Coccoli Franco – Gianluca Manessi, 42 anni di Paderno Franciacorta, ha pubblicato la sua prima opera dal titolo Porta tanta luce nel tuo cuore:
Mi sono reso conto di essere Vivo per davvero solo quando ho cominciato a vivere d’amore e la mia vita, il “dono” è solo lo spaziotempo in cui scoprire che questo Amore potente ci rende Liberi. Donando, donandoci …
Queste le parole sul retro copertina dell’affascinante volume edito da Tara. Per conoscere meglio il libro e, soprattutto, l’autore abbiamo chiesto a Gianluca di parlare di sé e del suo personale legame con la vita.
- Raccontaci la genesi del tuo libro. Quando lo hai scritto?
Ci ho lavorato nel 2014. Sono del segno dell’acquario, per cui l’ho fatto d’istinto, di pancia. Sono un sognatore. Le emozioni fanno parte della mia vita, ho imparato ad accettarle. Per molti anni sono stato vittima di invalidità emotiva e questo ha molto condizionato i miei sentimenti e le mie emozioni. In quell’anno mi sono separato dalla mia compagna di allora e ho scritto. Non avevo una guida per gestire le emozioni e, da autodidatta, le ho fatte compagne di vita. Ho scritto il libro dedicandolo a lei: ma non è tornata.
6 anni dopo, grazie ad Eliana Volpato dell’editore Tara, ho capito che la prima stesura era solo una bozza. Lei mi ha aiutato molto, ha capito che c’era del talento e mi ha spiegato dove dare più spazio. Ho ripreso il lavoro con un carattere diverso e scritto durante il lockdown. La pubblicazione, poi, è stata verso la fine dell’anno scorso.
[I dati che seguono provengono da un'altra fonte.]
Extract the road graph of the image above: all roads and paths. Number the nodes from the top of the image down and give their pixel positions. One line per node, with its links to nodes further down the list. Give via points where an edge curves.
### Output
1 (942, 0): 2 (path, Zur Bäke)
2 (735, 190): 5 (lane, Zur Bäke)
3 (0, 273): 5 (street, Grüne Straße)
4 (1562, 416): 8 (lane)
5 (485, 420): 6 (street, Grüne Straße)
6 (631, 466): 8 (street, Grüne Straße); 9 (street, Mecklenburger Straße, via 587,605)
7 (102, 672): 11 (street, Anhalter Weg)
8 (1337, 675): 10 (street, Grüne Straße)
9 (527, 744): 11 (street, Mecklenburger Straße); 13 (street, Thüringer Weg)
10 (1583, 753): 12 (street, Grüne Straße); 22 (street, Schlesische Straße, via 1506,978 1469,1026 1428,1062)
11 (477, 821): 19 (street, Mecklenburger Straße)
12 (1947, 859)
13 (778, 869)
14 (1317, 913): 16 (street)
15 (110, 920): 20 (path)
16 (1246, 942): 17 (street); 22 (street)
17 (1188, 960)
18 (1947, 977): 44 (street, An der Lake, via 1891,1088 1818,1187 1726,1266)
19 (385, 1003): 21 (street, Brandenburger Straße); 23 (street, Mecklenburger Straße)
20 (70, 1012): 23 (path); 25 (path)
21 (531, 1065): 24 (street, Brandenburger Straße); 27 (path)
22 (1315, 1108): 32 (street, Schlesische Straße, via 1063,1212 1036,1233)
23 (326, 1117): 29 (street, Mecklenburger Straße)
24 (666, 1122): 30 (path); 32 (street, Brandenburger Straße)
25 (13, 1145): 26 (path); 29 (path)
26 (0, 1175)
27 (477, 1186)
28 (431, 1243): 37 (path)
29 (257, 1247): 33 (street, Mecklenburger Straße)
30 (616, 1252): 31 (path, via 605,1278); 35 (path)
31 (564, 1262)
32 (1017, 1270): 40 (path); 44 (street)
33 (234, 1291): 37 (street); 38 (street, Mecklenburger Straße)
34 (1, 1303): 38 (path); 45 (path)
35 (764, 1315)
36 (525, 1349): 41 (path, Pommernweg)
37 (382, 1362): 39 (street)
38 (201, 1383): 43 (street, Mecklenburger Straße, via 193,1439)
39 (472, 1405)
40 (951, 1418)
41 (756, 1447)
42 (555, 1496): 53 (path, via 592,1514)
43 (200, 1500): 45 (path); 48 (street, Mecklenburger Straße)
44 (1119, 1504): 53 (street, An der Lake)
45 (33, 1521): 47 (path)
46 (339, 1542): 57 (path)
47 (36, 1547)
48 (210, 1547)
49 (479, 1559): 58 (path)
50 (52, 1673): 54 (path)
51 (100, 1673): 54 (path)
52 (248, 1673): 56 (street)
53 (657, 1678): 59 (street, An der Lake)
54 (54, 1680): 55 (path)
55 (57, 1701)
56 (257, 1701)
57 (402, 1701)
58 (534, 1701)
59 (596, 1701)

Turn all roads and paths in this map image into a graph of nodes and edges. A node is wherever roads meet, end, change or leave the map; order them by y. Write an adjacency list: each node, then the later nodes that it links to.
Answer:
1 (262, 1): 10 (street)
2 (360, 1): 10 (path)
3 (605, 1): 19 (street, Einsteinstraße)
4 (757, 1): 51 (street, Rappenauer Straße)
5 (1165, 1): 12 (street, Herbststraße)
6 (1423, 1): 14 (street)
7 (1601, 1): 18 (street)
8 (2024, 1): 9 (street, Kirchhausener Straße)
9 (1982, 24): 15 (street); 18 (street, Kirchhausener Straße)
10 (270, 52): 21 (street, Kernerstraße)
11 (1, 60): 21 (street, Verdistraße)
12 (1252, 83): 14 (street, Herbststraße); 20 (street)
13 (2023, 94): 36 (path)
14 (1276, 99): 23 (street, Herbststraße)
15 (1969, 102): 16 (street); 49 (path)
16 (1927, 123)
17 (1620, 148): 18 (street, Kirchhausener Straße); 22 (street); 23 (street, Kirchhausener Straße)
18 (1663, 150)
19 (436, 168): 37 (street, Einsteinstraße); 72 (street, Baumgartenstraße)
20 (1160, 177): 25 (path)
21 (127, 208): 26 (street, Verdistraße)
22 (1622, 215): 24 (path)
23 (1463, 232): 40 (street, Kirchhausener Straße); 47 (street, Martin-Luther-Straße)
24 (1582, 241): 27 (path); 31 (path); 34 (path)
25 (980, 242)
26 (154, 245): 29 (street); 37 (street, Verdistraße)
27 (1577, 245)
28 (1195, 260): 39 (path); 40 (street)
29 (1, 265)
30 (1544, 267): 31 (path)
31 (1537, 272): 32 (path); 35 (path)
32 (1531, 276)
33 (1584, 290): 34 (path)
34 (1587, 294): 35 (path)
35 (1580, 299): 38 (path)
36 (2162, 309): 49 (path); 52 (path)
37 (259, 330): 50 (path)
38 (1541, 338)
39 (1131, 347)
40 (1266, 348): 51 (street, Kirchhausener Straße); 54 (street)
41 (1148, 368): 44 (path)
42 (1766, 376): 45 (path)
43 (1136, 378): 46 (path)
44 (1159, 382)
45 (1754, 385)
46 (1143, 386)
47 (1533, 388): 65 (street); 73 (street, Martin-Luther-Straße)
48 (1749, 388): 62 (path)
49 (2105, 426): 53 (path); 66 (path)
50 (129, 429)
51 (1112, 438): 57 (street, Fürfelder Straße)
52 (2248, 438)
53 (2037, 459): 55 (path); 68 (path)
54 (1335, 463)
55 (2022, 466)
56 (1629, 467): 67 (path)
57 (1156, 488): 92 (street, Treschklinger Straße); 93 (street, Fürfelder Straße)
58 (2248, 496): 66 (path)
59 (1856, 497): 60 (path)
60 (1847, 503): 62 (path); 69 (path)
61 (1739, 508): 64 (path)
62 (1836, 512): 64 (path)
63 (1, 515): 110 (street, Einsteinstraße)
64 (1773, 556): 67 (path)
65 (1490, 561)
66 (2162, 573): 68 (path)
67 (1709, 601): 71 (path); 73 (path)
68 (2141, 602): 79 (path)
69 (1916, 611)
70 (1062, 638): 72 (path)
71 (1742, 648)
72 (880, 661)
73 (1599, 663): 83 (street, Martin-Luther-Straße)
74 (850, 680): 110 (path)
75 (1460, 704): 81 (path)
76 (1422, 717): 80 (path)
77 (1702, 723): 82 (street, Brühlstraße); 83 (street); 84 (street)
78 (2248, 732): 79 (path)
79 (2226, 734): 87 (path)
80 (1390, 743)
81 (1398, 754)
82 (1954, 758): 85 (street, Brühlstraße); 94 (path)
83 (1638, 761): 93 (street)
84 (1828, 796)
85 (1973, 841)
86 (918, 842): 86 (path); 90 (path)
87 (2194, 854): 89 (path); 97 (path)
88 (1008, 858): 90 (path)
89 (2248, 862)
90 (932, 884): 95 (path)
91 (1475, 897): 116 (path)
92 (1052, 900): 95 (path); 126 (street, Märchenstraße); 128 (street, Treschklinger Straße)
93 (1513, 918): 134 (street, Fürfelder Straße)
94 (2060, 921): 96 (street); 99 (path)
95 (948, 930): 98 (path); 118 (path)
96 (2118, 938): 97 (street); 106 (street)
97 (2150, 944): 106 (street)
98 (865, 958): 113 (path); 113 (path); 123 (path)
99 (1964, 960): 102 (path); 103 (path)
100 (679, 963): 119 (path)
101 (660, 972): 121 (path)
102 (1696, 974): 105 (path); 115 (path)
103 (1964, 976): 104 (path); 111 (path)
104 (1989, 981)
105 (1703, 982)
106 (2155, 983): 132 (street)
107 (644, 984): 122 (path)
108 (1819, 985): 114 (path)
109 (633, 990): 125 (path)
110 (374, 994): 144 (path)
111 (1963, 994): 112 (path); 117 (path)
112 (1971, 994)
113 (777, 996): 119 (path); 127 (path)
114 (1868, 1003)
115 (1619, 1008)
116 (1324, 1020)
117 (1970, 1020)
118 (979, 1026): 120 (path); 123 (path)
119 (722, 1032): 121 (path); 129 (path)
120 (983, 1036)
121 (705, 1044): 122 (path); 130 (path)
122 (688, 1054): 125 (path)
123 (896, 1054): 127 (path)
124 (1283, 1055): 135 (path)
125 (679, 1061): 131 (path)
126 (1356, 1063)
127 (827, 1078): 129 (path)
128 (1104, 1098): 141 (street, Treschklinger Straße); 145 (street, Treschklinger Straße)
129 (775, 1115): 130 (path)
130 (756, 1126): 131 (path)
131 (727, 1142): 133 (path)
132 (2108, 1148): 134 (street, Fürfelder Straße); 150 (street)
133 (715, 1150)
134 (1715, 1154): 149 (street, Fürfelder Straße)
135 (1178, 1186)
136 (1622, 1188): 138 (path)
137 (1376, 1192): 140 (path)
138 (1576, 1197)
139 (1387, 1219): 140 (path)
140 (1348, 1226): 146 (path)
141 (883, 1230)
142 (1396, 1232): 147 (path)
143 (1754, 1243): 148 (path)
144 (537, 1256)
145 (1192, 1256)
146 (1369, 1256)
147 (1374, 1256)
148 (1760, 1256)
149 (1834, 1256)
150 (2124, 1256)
Scrivendo e rileggendo mi sono reso conto che è stato un mio processo di trasformazione personale. La base è la separazione, ma sono cresciuto ad ogni livello, anche spirituale. Chi lo ha letto ha trovato sempre qualcosa di bello. Mi sono svestito, senza mascherare aspetti umani: vorrei portare una briciola di coraggio in più a chi si chiude. La vita, in fin dei conti, è una cosa semplice.
In questo libro racconto come sono: non attaccato alla materialità e con le braccia aperte verso tutti. Nel pubblicare il libro mi sono sentito libero di vivere e … vivere è una figata: abbiamo avuto il nostro corpo per vivere e per sentirci liberi.
- Quando è nata la passione per la scrittura?
In famiglia ho sempre riscontrato un’attitudine alle parole: grazie a mia mamma e a parenti che non ci sono più. Forse è genetica. Mi sono lasciato andare e ho avuto il desiderio di esprimere concetti che avevo a parole ma, solo con la scrittura, potevo veramente renderli chiari. Parlando la discussione finisce in poco tempo, invece, scrivendo, si ha più tempo per vivere il concetto e sentire se è vero.
Conoscendo le mie emozioni, sia belle che violente, me ne sono fatto bagaglio e ho il dono genetico di riuscire ad esprimere un concetto complesso con parole semplici in maniera chiara, senza tralasciare la creatività.
La successione dei capitoli, ad esempio è inusuale: il primo capitolo è la fine che è ripreso nel “fuori capitolo” di fine libro. Ora vorrei scrivere una canzone e fare altro. L’arte è tutto: è arte cucinare, il modo di allevare un bambino …
- Essendo personale e ricco di emozioni: dove hai trovato il coraggio di pubblicare questo libro?
Nella voglia di vivere. il coraggio è parte della paura, è una reazione che avviene perché ci si scopre vulnerabili e impauriti. La voglia di vivere di rompere le inibizioni e di lasciare qualcosa. Vorrei dare il mio contributo a tutti: anche alle prossime generazioni. La vita è un dono e noi un po’ ce ne vergogniamo. Forse ci hanno educato a risparmiare le emozioni e spero che le generazioni future sapranno gestirle in un modo nuovo.
Auspico un’educazione dei sentimenti nelle scuole, che affronti sempre di più argomenti nuovi. Non solo gestione di relazione e spazi: le emozioni vanno oltre!
Si ringrazia Gianluca Manessi per la cortese concessione del suo tempo, augurandogli di poter continuare a portare gioia e vitalità nella vita del prossimo.